**RECORDS SUPPLIED**:
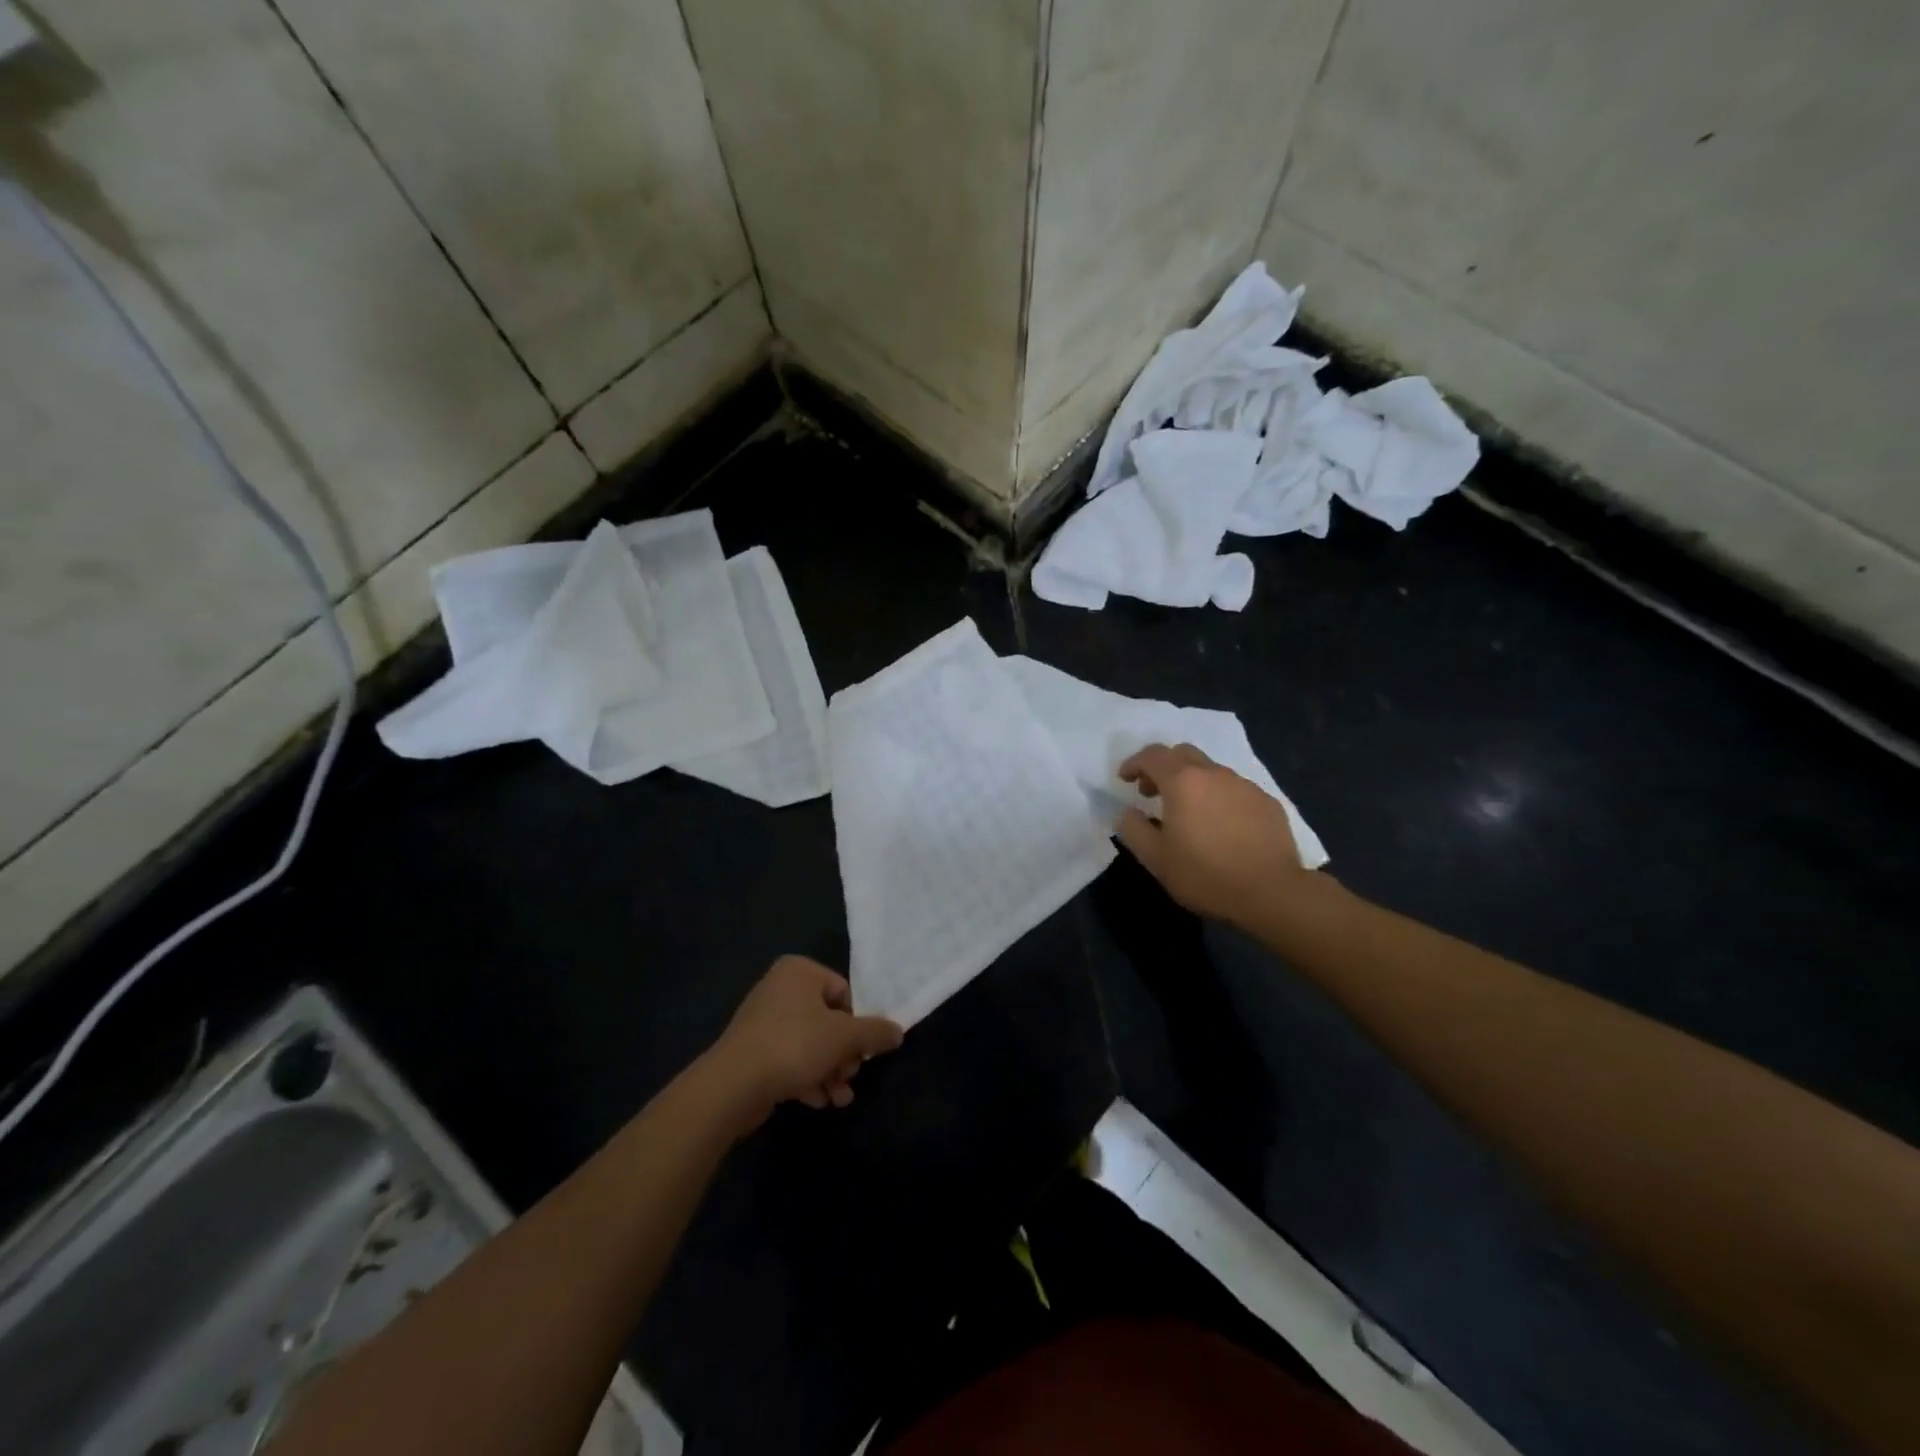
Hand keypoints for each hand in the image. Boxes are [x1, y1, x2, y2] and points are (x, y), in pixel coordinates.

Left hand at [706, 956, 903, 1129]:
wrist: (732, 1085)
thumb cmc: (794, 1046)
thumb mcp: (845, 1037)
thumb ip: (876, 1032)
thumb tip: (898, 1031)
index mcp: (800, 971)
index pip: (844, 992)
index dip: (858, 1024)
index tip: (863, 1051)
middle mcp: (780, 988)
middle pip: (829, 1020)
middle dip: (844, 1054)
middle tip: (850, 1076)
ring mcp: (763, 1019)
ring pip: (811, 1043)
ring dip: (830, 1071)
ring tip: (839, 1098)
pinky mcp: (753, 1050)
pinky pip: (790, 1058)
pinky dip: (807, 1077)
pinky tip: (818, 1100)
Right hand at [1116, 743, 1311, 926]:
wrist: (1271, 892)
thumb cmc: (1205, 875)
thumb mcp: (1155, 859)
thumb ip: (1133, 829)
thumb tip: (1128, 813)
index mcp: (1183, 782)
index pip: (1152, 755)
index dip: (1134, 763)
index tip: (1125, 779)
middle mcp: (1214, 774)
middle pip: (1182, 754)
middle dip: (1162, 767)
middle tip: (1153, 793)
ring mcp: (1245, 785)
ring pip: (1211, 771)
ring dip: (1192, 783)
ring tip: (1189, 813)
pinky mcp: (1267, 802)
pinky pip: (1235, 789)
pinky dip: (1218, 797)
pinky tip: (1222, 826)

**EXERCISE DESCRIPTION**: Whenever a line in the data holds "hand", copy that line.

**EXERCISE SOLUTION**:
Hand keypoints for each hand in the image. Boxes are [x1, y1, x2, y2] and points are (x, y), in pixel coordinates.
Left hand at [706, 956, 903, 1129]:
Right hand at [1116, 743, 1311, 926]:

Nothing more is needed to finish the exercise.